Does anyone know if this is achievable and how? I understand how to take the SUM(Price) OVER (PARTITION BY Day ROWS BETWEEN UNBOUNDED PRECEDING AND CURRENT ROW), but do not know how to restart the sum counting when the condition is met. Thank you in advance for the help!

  • 1
    how is your table sorted do you have an id or timestamp? – Evan Carroll Jul 13 '18 at 21:51
  • 1
    It's sorted based on a 'timestamp without timezone' column. I have a column named date_dt which saves date in format "y-m-d H:M:S" (an example "2017-12-01 09:54:34") and from this I obtained the Day value. – Nina Jul 13 '18 at 21:57
  • You should always include that stuff, because it's not there it's hard to create it and all your answers are likely to create something different. – Evan Carroll Jul 13 '18 at 22:00
  • Sorry, thank you for pointing it out! It's the first time I am asking a question online, will remember it for the next time – Nina Jul 13 '18 at 22:08
  • np, that's what we're here for.
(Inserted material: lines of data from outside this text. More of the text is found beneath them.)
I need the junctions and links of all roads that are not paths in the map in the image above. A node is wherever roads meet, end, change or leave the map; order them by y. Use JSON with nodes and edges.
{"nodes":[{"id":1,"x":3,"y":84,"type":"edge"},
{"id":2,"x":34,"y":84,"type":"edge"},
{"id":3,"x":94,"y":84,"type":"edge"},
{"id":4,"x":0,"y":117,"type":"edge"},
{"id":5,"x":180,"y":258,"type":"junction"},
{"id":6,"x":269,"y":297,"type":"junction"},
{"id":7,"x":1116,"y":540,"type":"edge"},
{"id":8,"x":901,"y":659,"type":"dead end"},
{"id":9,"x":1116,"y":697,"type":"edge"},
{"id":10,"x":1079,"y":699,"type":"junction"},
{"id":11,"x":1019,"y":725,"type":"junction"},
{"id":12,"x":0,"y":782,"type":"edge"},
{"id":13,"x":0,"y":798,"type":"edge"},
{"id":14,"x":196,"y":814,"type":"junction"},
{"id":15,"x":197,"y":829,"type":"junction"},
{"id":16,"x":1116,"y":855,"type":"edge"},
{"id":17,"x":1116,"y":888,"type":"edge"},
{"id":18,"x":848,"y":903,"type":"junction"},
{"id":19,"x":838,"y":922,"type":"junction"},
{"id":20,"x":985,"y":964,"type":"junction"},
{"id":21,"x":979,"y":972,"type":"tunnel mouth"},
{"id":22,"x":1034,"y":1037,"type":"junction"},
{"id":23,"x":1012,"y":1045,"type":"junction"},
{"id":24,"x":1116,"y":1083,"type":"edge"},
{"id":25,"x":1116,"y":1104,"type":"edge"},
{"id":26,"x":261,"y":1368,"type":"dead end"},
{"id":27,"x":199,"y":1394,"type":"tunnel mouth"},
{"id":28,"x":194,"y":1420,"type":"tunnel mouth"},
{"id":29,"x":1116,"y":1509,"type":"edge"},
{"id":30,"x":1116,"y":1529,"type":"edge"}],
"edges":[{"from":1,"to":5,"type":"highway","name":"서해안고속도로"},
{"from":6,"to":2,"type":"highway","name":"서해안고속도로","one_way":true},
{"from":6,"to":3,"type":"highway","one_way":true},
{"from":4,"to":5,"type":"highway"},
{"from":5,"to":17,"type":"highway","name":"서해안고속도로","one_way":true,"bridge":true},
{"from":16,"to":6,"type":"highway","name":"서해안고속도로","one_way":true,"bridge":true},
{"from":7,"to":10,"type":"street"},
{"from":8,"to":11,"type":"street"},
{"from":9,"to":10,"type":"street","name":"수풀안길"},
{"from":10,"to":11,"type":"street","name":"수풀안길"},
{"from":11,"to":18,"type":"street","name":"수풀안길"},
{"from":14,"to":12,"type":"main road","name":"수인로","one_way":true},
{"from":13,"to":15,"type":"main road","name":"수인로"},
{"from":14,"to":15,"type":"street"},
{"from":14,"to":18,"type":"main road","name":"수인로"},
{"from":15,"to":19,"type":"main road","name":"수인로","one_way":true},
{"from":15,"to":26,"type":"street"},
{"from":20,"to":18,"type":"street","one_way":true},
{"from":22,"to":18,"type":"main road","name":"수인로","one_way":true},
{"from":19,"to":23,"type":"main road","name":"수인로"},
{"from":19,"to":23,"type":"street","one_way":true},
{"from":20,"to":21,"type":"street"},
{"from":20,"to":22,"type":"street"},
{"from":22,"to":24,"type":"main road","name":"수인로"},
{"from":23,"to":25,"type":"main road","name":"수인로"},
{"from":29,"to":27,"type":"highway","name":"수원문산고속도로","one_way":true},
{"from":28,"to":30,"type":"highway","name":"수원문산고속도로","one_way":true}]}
I added an ID column because without that it simply won't work, but just change that when you apply it. (or update the question with a ts column if you wish). – Evan Carroll Jul 13 '18 at 22:14
1

You want something like this,

SELECT *, lag(cumsum,1,0::bigint) OVER (PARTITION BY day ORDER BY id)/60 AS grp
FROM (
  SELECT
    id,
    day,
    price,
    sum(price) OVER (PARTITION BY day ORDER BY id) AS cumsum
  FROM price
) AS t;

Working from the inside out we calculate the cumulative sum with sum() in a window function,

SELECT
  id,
  day,
  price,
  sum(price) OVER (PARTITION BY day ORDER BY id) AS cumsum
FROM price;

 id | day | price | cumsum 
----+-----+-------+--------
  1 |   1 |    40 |     40
  2 |   1 |    20 |     60
  3 |   1 |    50 |    110
  4 |   1 |    10 |    120
  5 |   1 |    20 |    140
  6 |   1 |    60 |    200
  7 |   2 |    10 |     10
  8 |   2 |    40 |     50
  9 |   2 |    10 |     60
 10 |   2 |    20 |     80
 11 |   2 |    10 |     90
(11 rows)

Notice our cumsum resets on a new day, but it persists past your 60. We need to fix that, for that we simply look at the prior row, and divide by 60. We don't want to start a new group, unless the last row exceeds a multiple of 60.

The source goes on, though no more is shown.